As I’ve posted, I’ve always been running tight on disk space on this MacBook Pro. Even after going through my Documents folder and using AppZapper on applications I no longer want (it gets all the stray bits, as well as the application itself), I only have 21 GB available on a 120 GB drive. I know it’s probably silly, but I like having at least 20% of a drive free. Preferably more. This evening, I downloaded DiskInventoryX to try and figure out where everything is.
The results:
- Assorted work/personal documents of varying kind: 12.6 GB C3-related stuff is the majority of it. Not entirely negotiable to archive off-disk. I find I still have to pull up really old documents from time to time. We’re starting to use Box and Basecamp for a lot of our work product, so that helps.

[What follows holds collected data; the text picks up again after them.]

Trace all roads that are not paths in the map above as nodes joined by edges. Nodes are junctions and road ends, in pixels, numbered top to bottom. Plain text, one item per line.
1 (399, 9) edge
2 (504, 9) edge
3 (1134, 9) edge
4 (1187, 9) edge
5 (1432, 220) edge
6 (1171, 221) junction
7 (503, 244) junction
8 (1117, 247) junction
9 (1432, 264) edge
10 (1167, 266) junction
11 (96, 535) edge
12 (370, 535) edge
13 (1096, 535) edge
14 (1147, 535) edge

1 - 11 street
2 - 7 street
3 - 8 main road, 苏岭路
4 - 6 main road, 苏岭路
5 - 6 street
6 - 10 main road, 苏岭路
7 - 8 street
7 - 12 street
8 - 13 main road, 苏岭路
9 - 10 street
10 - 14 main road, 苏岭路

- Parallels Virtual Machine: 11.7 GB. When I was using Windows XP more, I increased the disk to accommodate my ever-expanding Outlook files. Now that I only use Windows XP for IE-only websites, Quicken, QuickBooks and some Salesforce utilities, I can go back to the default 8 GB size. But that would mean starting a fresh VM and reinstalling everything. Just haven’t been in the mood.
- iTunes Library: 11.5 GB. I winced at the thought of one of those new super-capacity iPods. Sounds great, but where would I store the data locally? I have an external Firewire drive, and of course I could move my iTunes database off to there. But it’s a standard external drive which means it doesn’t travel with me. I’ve hesitated to move anything to it that I may want to get to when I’m not home. I’m seriously considering getting a portable drive that I can keep in my bag and keep plugged in at all times. Then I can move data like this off to it. But are those drives reliable for day-to-day use? Eric has toasted a couple.
- iPhoto Library: 7.7 GB. Same issue as above. Fine to keep it external when I’m home, but it would be completely inaccessible otherwise. This may be a worthy concession, since I don’t access old photos nearly as often as I sync my iPod.
After that, the next largest folder takes just 286 MB and isn’t worth worrying about, and it goes down from there.
My largest disk-space hogs total just 43.5 GB. My Applications folder takes 8.1 GB. 51.6 GB accounted for. That means that assorted small files that would take years to clean up effectively are filling 35.5 GB of space. I’m thinking I will save a few GB by dumping GarageBand, iMovie and iDVD off to the external. I never use those applications and I can see the sample files and themes are taking up space.
Lesson learned: No matter what, buy a notebook computer with the largest internal disk capacity you can get. I could have gotten a 160 GB drive. I’m kicking myself now that I didn’t. RAM is easy to upgrade/add on. Capacity isn’t. Upgrading an internal drive on a MacBook Pro is not trivial.